H is away for a whole week on a family emergency (possibly more, considering that he’s currently stuck at the airport for an unknown amount of time) and, after the madness of the last two weeks (foster dogs, crazy cats, lack of sleep, lots of stress at work) and now this, i am feeling ridiculously low energy and low-spirited.
i don’t think i will be doing much cooking today. or at all this week.
there’s enough peanut soup left-over from last weekend to be converted into sauce for some egg noodles (there’s lunch for the week), i bought a loaf of challa and some honey-nut cream cheese (there’s breakfast for the week), and i’ve got enough udon and soy sauce to last for … well, at least for a week. not to mention the mango sorbet and ben & jerry’s peanut butter cup ice cream i stocked up on yesterday — comfort food (can you call that food?) is a must right now.

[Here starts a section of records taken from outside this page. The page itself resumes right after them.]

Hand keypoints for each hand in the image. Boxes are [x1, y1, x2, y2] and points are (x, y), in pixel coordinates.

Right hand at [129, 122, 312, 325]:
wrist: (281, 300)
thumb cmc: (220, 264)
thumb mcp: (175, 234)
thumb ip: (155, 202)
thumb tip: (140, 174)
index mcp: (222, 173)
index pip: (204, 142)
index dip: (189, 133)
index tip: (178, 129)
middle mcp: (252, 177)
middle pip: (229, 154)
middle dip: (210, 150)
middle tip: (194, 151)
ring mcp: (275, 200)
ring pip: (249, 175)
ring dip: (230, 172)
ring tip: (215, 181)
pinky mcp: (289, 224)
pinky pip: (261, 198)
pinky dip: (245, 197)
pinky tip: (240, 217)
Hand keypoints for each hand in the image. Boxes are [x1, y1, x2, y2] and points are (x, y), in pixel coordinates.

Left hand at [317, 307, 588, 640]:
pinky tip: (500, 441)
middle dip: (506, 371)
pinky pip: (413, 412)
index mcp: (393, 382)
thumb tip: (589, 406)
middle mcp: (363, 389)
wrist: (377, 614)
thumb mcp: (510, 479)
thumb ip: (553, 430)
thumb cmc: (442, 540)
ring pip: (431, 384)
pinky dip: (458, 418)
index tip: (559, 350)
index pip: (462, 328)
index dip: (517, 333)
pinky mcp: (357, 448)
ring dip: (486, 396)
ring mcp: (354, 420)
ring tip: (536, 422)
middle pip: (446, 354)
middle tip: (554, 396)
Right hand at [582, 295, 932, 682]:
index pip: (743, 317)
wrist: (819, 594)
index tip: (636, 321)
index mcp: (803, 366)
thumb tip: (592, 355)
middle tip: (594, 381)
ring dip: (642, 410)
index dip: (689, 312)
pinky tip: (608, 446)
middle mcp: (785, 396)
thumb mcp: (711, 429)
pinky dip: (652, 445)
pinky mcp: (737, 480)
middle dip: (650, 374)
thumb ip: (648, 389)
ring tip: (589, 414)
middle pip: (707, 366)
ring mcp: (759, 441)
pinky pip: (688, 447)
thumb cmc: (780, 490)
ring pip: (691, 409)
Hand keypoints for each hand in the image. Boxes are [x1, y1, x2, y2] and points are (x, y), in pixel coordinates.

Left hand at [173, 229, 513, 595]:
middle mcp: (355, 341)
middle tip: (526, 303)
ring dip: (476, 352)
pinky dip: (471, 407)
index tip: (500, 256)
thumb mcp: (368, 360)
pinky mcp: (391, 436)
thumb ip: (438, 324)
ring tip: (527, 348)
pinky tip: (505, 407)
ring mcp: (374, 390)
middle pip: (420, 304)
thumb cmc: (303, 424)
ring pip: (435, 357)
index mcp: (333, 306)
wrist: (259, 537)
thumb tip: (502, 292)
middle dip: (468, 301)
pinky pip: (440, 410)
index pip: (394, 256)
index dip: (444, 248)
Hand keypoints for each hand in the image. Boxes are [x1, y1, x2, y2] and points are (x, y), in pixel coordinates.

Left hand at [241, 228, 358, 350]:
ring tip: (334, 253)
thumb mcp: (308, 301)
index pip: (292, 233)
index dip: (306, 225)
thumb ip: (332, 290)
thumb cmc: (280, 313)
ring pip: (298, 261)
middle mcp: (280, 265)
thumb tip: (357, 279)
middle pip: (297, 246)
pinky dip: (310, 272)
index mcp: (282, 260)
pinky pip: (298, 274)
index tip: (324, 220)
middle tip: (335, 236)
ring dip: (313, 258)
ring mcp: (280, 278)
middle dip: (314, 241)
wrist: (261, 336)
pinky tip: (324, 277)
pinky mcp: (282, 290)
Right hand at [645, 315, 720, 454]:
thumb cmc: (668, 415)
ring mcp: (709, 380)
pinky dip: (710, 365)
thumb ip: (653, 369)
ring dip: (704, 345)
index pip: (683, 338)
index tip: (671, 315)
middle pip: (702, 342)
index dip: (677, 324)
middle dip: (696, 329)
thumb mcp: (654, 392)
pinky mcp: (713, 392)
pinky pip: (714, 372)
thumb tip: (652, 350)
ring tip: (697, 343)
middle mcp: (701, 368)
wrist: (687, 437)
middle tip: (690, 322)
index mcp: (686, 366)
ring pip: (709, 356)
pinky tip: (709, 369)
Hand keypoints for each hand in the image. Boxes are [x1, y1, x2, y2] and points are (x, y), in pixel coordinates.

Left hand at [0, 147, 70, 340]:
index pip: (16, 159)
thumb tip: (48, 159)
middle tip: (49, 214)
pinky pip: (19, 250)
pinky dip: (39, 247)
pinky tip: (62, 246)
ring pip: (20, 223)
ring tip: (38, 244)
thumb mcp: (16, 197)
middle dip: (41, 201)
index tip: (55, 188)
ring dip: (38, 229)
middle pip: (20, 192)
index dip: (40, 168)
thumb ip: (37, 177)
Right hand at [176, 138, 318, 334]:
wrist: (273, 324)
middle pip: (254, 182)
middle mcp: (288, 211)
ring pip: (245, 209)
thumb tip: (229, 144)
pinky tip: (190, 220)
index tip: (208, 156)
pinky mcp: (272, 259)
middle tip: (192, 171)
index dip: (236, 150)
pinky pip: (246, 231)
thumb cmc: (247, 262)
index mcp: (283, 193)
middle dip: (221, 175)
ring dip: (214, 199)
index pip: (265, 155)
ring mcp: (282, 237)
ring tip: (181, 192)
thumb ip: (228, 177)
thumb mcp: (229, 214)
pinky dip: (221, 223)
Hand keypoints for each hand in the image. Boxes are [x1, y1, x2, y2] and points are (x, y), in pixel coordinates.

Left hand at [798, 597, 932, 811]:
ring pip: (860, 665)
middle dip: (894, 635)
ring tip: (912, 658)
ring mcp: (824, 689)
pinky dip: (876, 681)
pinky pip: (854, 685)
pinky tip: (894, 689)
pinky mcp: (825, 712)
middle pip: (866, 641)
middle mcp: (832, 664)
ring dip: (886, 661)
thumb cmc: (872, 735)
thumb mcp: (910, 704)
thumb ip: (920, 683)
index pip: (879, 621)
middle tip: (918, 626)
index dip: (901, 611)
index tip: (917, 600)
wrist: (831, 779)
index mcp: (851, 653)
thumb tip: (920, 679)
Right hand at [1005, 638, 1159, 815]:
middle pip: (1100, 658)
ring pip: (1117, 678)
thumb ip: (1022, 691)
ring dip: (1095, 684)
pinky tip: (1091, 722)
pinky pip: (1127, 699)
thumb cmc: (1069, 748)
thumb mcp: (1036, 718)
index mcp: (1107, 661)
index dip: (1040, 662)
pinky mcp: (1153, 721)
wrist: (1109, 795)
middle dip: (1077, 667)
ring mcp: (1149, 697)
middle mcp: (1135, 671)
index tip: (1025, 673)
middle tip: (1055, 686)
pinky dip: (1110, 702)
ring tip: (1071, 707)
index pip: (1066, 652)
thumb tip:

i guess the bottom line is, all my motivation to be adventurous and excited and extravagant about cooking goes out the window if it’s just for myself. or, it could just be that i’m tired and depressed. and if i’m being totally honest, the above is actually a decent menu compared to my past dark weeks, most of which involved a lot of frozen pizza, frozen fries, and frozen TGIFriday appetizers.
blech. i will stick to left-overs and ice cream. i guess that’s progress?